Collected data:
____________________

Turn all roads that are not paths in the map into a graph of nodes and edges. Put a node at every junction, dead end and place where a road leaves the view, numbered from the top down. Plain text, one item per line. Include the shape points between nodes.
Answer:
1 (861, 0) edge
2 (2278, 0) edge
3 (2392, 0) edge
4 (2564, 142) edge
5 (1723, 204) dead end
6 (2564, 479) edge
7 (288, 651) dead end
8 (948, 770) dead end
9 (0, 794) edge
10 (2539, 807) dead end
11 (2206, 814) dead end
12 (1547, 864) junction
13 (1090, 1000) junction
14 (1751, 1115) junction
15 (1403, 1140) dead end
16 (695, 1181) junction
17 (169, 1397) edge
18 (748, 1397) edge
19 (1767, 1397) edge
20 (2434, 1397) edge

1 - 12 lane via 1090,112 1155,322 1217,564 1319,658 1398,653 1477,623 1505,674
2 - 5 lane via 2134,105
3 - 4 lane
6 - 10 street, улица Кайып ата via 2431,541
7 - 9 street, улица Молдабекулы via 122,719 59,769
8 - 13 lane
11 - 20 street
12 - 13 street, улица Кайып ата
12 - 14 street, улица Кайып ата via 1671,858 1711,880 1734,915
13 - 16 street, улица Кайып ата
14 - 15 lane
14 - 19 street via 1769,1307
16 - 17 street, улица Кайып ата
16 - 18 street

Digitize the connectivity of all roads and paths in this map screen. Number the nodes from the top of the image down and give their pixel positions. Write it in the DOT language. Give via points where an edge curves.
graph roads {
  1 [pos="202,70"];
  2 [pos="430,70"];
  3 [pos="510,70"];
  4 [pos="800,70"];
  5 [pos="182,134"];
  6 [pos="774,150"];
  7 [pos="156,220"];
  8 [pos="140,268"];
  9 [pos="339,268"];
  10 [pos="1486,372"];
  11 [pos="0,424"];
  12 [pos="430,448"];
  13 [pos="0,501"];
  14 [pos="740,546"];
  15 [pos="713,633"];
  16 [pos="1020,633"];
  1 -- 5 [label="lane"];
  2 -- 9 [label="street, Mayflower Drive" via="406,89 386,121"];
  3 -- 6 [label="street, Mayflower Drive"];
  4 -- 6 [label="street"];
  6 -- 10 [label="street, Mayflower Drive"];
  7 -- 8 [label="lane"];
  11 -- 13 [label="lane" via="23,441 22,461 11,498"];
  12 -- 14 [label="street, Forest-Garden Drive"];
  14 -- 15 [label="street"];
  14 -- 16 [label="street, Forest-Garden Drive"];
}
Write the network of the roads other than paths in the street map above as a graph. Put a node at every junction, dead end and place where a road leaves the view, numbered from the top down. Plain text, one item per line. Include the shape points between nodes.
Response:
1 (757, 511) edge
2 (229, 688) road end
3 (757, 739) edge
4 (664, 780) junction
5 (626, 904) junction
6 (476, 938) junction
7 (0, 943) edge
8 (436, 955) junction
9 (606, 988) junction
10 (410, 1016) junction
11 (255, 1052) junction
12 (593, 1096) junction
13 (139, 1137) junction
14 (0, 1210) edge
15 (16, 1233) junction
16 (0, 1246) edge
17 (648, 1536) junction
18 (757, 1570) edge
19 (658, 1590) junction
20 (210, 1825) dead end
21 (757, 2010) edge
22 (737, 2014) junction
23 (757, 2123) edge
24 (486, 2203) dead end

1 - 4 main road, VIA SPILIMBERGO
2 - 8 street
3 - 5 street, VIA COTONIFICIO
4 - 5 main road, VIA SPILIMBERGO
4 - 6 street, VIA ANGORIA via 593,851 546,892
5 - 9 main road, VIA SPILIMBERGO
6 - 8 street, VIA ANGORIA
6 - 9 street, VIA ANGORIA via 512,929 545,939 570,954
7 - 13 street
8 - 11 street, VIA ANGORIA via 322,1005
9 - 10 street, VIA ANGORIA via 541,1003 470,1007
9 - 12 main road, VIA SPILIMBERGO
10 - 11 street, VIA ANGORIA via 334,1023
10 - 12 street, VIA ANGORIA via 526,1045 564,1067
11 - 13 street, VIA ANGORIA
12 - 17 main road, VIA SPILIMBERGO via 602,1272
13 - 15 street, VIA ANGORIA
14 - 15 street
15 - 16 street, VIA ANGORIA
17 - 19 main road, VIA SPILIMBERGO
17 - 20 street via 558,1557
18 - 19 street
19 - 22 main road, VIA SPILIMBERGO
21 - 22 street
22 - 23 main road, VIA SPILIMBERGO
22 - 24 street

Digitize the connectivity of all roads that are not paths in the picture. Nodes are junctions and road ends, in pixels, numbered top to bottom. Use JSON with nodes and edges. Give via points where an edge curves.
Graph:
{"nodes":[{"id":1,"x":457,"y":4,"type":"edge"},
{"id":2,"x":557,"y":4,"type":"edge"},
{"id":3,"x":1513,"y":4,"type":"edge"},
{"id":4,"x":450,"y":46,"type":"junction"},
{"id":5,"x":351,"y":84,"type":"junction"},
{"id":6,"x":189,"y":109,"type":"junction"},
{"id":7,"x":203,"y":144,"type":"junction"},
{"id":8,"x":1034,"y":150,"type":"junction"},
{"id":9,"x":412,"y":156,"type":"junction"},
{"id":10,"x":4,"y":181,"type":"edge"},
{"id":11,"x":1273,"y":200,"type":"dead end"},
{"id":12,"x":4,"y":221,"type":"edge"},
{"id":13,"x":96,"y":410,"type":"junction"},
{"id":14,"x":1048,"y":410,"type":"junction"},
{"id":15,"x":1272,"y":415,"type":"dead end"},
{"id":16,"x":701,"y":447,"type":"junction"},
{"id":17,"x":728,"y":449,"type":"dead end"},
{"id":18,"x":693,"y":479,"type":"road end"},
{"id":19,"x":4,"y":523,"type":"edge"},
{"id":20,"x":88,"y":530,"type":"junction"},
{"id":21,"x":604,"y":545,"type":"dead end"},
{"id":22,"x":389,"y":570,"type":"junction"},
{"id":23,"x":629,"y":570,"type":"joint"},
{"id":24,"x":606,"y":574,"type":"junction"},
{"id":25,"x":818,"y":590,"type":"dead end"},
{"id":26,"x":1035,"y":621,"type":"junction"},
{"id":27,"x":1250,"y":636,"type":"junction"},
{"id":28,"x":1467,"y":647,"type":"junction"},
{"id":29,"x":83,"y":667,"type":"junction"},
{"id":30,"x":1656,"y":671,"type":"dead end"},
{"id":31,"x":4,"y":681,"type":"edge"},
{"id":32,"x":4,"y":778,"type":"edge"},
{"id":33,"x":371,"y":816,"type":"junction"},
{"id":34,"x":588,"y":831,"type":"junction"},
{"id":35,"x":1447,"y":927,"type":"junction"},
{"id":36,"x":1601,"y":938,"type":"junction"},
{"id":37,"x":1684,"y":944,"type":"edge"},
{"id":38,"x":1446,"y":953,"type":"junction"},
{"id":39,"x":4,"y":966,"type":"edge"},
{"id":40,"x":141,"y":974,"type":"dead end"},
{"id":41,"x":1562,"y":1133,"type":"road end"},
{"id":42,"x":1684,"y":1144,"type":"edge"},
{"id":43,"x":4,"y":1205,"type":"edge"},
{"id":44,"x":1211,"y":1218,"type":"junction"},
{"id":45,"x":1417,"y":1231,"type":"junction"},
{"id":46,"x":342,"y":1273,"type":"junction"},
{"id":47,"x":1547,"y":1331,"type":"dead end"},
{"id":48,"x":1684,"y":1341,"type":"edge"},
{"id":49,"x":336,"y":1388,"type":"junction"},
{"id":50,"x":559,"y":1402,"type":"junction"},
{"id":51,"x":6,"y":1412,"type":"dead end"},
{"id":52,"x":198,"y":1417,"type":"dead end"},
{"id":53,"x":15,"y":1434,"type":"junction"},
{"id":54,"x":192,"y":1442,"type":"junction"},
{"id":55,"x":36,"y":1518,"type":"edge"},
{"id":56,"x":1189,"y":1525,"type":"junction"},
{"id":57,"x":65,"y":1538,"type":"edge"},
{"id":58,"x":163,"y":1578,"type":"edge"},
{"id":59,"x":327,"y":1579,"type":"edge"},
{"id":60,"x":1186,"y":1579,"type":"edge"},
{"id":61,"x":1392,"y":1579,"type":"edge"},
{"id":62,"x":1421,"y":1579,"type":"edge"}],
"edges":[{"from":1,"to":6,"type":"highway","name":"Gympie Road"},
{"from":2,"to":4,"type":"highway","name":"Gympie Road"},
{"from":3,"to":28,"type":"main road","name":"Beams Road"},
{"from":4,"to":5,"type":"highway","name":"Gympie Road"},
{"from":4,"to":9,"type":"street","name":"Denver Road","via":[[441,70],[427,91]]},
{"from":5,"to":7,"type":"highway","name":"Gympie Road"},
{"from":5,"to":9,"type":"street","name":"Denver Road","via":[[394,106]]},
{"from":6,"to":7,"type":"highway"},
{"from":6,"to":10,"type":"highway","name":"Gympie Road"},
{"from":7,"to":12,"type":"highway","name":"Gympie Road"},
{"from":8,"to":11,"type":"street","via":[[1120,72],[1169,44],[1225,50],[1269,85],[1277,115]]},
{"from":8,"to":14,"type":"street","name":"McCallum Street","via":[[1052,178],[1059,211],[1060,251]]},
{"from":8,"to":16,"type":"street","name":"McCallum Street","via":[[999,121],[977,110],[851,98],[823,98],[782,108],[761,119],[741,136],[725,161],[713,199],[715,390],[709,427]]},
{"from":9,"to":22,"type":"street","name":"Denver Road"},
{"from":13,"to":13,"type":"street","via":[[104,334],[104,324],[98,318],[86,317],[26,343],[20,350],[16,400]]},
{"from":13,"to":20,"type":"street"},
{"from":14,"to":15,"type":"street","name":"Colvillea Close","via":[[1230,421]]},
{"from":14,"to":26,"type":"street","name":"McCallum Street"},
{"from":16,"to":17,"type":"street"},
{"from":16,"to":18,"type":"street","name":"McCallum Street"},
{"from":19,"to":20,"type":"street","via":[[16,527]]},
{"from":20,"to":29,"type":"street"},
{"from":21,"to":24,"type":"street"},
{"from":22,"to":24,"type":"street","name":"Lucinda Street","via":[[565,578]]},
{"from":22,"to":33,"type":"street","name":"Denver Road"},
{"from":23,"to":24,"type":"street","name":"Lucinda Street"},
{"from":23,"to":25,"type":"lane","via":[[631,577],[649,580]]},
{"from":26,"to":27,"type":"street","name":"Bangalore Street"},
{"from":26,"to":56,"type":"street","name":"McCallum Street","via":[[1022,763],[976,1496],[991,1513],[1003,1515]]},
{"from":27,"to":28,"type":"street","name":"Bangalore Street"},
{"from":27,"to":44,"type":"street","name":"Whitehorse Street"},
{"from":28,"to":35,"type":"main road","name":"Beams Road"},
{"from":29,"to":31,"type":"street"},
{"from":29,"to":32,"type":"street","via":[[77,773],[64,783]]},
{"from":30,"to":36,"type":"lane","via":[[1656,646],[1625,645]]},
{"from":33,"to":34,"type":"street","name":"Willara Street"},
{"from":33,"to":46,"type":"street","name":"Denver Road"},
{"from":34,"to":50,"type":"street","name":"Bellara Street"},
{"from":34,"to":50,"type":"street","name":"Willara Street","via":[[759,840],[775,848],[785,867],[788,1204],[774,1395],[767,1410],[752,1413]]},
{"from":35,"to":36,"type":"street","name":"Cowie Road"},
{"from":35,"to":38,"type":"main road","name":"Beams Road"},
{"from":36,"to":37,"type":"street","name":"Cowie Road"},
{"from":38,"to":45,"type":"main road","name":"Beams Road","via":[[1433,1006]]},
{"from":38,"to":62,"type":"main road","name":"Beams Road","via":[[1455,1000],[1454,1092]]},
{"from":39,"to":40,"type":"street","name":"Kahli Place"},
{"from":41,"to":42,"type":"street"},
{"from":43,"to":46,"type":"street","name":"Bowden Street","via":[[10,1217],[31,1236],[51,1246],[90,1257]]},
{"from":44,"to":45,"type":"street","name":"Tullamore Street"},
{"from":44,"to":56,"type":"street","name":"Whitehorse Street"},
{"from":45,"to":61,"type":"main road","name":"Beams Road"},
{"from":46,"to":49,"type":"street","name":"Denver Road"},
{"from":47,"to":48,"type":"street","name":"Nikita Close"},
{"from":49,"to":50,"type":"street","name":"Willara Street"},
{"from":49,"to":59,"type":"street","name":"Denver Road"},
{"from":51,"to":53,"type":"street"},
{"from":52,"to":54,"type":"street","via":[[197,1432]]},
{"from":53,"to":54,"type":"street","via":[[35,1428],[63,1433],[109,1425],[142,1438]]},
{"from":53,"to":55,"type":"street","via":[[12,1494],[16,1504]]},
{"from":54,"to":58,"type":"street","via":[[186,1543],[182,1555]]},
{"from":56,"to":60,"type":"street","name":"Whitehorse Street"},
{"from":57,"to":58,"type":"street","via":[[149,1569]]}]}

____________________

* TASK BRIEF:
Looking through the data above, copy out each line in which the string "Digitize" occurs.

* ANSWER FOR THIS EXERCISE:
Digitize the connectivity of all roads and paths in this map screen. Number the nodes from the top of the image down and give their pixel positions. Write it in the DOT language. Give via points where an edge curves.
Digitize the connectivity of all roads that are not paths in the picture. Nodes are junctions and road ends, in pixels, numbered top to bottom. Use JSON with nodes and edges. Give via points where an edge curves.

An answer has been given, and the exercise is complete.